As is true of much research, studies with less positive or striking results often go unpublished, so the body of scholarly work on therapy may show inflated effects. And researchers who look at different studies or choose different methods of data analysis have generated more conservative findings. Pim Cuijpers, a professor of clinical psychology at Vrije University in Amsterdam, co-wrote a 2021 meta-analysis confirming that therapy was effective in treating depression compared with controls, but he also found that more than half of the patients receiving therapy had little or no benefit and that only a third entered “remission” (meaning their symptoms lessened enough that they no longer met the study’s criteria for depression). Given that the patients were assessed just one to three months after treatment started, Cuijpers said he considered those results “a good success rate,” but he also noted that “more effective treatments are clearly needed” because so many patients did not meaningfully benefit. A blunter assessment of short-term therapies appears in a 2022 paper published by Falk Leichsenring and Christiane Steinert, psychotherapists and researchers affiliated with universities in Germany, who surveyed studies comprising some 650,000 patients suffering from a broad range of mental illnesses. “After more than half a century of research” and “millions of invested funds,” they wrote, the impact that therapy (and medication, for that matter) had on patients’ symptoms was “limited.”
So, therapy has only a limited impact on symptoms. This follows fast on those studies that tout the benefits of therapy. Obviously, if you believe that therapy will heal what ails you, because you read it in the New York Times, there must be something of a placebo effect. You will feel better for having done the right thing, regardless.
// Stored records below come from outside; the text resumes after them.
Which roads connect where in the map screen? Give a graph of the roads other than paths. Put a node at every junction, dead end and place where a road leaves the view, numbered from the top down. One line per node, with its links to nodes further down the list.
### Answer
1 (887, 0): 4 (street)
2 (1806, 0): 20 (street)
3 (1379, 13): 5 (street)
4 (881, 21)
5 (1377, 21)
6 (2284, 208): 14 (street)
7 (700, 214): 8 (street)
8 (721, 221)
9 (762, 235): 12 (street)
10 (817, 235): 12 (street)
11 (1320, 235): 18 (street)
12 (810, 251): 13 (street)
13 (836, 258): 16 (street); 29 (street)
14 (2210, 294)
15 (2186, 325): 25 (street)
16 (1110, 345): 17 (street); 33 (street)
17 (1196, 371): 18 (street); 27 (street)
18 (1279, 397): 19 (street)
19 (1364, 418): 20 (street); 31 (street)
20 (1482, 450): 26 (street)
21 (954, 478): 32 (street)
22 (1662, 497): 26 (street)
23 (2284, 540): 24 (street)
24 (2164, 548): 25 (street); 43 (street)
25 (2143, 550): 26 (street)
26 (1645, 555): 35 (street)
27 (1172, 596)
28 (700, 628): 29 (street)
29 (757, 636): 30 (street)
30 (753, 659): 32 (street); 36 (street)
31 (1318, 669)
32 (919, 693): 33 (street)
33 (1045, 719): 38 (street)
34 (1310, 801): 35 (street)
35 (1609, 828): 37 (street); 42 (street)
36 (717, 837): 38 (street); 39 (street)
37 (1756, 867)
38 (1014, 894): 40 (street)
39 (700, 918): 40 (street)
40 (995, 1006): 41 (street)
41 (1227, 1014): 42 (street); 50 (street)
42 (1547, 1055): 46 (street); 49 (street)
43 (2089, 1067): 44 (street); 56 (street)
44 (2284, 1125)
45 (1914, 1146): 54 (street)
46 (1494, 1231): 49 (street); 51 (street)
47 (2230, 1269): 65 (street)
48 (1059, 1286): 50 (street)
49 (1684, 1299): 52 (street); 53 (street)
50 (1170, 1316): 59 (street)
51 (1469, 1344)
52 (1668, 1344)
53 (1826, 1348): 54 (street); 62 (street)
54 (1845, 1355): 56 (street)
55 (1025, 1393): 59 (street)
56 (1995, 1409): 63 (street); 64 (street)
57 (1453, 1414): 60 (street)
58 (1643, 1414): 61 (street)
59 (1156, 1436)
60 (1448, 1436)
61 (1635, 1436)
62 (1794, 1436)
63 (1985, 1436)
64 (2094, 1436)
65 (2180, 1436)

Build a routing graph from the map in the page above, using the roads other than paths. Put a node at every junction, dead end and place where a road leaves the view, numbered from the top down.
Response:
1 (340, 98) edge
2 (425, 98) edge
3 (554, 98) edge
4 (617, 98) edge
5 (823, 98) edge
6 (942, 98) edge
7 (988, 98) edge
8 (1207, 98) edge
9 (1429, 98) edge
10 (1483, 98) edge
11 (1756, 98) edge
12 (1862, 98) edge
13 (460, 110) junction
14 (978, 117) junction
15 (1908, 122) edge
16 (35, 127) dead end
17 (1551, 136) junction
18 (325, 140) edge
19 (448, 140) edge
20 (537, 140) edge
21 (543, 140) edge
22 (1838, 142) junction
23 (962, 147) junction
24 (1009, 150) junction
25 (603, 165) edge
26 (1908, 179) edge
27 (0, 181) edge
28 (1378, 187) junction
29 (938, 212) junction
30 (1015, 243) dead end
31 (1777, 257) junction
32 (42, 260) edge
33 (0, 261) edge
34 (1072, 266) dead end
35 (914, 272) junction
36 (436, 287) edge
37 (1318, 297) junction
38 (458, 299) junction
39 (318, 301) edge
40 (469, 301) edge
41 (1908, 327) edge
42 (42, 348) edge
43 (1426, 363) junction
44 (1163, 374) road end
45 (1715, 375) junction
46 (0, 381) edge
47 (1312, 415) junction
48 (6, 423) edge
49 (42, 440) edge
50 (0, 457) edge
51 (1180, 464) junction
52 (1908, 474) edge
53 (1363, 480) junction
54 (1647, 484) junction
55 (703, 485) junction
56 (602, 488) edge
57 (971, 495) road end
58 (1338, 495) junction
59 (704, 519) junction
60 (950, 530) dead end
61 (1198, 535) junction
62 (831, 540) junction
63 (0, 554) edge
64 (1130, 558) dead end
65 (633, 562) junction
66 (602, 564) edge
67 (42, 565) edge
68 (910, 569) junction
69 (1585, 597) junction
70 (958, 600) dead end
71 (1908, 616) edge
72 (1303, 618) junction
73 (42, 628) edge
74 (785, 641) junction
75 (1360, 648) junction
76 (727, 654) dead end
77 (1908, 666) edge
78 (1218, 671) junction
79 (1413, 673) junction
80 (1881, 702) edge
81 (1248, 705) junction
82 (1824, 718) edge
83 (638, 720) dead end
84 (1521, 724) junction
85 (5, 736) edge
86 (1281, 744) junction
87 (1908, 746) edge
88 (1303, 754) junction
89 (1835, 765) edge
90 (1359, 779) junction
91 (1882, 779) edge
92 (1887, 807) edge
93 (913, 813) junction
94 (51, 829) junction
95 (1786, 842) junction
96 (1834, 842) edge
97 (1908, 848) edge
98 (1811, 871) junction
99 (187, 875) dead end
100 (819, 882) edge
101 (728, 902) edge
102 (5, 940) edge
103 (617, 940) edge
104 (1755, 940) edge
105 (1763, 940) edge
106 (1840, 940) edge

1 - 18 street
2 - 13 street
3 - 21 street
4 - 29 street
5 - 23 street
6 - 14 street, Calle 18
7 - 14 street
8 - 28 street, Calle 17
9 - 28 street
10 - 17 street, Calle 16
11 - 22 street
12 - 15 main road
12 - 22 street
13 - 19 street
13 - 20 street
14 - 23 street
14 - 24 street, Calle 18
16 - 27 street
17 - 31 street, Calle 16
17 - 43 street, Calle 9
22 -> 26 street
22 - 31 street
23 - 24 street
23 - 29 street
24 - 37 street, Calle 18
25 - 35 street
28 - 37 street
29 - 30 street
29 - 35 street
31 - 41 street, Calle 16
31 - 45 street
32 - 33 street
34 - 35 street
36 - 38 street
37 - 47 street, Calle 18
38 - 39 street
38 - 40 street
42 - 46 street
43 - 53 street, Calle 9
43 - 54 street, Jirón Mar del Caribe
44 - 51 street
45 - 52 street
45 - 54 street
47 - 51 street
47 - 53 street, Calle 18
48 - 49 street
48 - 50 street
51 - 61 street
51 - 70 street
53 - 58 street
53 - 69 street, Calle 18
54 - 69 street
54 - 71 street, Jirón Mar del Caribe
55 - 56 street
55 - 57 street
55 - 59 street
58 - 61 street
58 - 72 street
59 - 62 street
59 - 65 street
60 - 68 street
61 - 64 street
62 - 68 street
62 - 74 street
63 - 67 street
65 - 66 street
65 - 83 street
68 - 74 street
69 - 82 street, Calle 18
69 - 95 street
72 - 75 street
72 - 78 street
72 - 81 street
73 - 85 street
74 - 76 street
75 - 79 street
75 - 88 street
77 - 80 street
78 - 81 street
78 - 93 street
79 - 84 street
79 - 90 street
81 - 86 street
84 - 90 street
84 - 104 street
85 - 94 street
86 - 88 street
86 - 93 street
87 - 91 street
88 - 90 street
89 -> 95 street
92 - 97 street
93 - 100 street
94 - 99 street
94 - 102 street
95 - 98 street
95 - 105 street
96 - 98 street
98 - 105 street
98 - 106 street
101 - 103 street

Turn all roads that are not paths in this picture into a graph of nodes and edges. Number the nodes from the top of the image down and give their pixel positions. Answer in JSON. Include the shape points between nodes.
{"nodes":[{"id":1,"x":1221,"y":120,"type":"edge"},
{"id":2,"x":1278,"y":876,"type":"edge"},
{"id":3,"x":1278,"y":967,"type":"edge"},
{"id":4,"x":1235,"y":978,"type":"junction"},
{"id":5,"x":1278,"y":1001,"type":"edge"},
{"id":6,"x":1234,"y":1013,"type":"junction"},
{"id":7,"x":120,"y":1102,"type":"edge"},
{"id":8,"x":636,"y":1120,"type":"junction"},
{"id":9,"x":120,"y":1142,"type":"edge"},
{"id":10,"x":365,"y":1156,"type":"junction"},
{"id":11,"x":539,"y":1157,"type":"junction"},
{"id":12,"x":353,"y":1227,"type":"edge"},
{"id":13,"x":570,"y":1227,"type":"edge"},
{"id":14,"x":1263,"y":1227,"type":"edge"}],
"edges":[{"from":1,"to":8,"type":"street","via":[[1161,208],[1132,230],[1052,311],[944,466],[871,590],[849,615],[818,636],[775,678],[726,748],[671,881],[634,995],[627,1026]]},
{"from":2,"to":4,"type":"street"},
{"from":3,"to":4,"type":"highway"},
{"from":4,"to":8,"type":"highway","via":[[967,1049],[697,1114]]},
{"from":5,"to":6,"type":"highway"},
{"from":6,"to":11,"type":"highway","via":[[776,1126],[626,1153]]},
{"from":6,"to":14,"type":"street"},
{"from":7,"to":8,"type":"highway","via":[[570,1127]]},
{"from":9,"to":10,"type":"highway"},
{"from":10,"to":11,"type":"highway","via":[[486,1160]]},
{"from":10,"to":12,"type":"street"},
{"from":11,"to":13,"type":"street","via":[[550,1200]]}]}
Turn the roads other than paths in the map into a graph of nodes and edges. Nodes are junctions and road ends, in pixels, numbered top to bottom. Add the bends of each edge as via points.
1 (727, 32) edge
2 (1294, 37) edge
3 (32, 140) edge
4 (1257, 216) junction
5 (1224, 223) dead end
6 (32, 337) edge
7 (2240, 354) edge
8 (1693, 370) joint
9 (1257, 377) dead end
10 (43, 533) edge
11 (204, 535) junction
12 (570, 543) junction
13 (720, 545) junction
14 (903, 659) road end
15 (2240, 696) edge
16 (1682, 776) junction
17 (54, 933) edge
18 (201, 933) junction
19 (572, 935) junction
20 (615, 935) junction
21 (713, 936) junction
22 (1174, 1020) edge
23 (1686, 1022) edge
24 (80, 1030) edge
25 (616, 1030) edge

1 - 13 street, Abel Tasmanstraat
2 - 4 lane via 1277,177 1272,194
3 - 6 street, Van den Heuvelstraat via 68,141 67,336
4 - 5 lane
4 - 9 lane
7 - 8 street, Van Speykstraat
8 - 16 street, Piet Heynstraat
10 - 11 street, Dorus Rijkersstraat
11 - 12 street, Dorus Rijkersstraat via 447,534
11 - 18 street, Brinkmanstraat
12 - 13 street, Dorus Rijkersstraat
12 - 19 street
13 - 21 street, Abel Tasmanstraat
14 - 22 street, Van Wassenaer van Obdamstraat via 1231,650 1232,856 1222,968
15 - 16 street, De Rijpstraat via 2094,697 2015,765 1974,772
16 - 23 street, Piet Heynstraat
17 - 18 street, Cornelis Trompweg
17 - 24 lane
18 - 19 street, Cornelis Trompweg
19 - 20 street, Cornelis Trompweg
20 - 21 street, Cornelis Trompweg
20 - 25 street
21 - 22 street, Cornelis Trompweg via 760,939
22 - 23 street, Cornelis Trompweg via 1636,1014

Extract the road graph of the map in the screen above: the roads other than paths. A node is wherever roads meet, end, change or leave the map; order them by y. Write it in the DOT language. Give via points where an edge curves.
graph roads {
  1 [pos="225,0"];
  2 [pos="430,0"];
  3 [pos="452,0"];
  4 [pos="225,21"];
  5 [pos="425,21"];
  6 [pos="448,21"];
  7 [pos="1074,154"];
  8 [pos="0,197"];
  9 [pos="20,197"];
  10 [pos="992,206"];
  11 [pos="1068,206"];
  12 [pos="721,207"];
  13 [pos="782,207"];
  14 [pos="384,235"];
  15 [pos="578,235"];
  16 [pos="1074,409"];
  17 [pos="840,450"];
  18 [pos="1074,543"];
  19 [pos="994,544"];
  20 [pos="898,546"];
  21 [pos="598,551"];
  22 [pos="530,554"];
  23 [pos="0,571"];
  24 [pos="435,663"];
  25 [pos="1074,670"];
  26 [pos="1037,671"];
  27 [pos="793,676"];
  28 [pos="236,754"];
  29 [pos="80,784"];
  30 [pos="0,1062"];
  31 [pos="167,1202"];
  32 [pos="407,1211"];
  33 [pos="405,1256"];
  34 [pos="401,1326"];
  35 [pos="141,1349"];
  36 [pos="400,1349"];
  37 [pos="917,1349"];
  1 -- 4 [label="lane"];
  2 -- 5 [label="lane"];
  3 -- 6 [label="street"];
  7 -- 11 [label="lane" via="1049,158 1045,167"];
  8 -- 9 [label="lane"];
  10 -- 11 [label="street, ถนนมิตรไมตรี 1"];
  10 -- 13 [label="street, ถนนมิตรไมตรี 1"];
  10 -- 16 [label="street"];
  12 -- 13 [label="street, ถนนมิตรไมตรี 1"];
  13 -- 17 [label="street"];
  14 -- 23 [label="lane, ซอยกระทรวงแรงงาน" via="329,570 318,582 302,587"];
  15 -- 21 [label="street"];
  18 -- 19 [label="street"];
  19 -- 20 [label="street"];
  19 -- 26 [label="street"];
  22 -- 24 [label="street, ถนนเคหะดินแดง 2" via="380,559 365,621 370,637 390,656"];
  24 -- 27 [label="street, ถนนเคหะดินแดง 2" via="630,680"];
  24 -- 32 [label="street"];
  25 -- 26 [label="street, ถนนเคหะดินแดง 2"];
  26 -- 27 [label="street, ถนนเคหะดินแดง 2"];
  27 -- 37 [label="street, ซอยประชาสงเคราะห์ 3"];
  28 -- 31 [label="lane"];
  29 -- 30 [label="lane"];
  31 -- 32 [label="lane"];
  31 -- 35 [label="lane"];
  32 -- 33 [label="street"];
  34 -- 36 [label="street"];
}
It gives you something to brag about at cocktail parties.
Dominus concludes that different outcomes seem to derive from the interpersonal skills of therapists themselves.
The most significant difference in patient outcomes, Wampold says, almost always lies in the skills of the therapist, rather than the techniques they rely on. Hundreds of studies have shown that the strength of the patient-therapist bond — a patient’s sense of safety and alignment with the therapist on how to reach defined goals — is a powerful predictor of how likely that patient is to experience results from therapy. But what distinguishes the therapists most likely to forge those bonds is not intuitive. Wampold says that some of the attributes that would seem most salient — a therapist’s agreeability, years of training, years of experience — do not correlate at all with effectiveness of care.
But, this suggests that the programs producing licensed credentialed therapists are largely a waste of time. Unfortunately, we, as a nation, have invested so much in such programs that we cannot shut them down.
For the past four years, Anderson says, he has been running workshops that aim to train therapists in these various skills. “Can we do it in brief workshops?” he says. “I’m not sure that we can.” Empathy, a capacity for alliance building — these might be innate, elusive, alchemic gifts that are challenging to teach. Anderson believes that people who become therapists tend to have more of those qualities than the general population, but he also referred to a study from the 1970s suggesting that laypeople who naturally have those skills performed nearly as well in therapeutic simulations as trained therapists with Ph.D.s.
And, of course, Dominus does not mention the new studies in resilience, researched by one George Bonnano. Most trauma victims get better without undergoing any therapeutic intervention.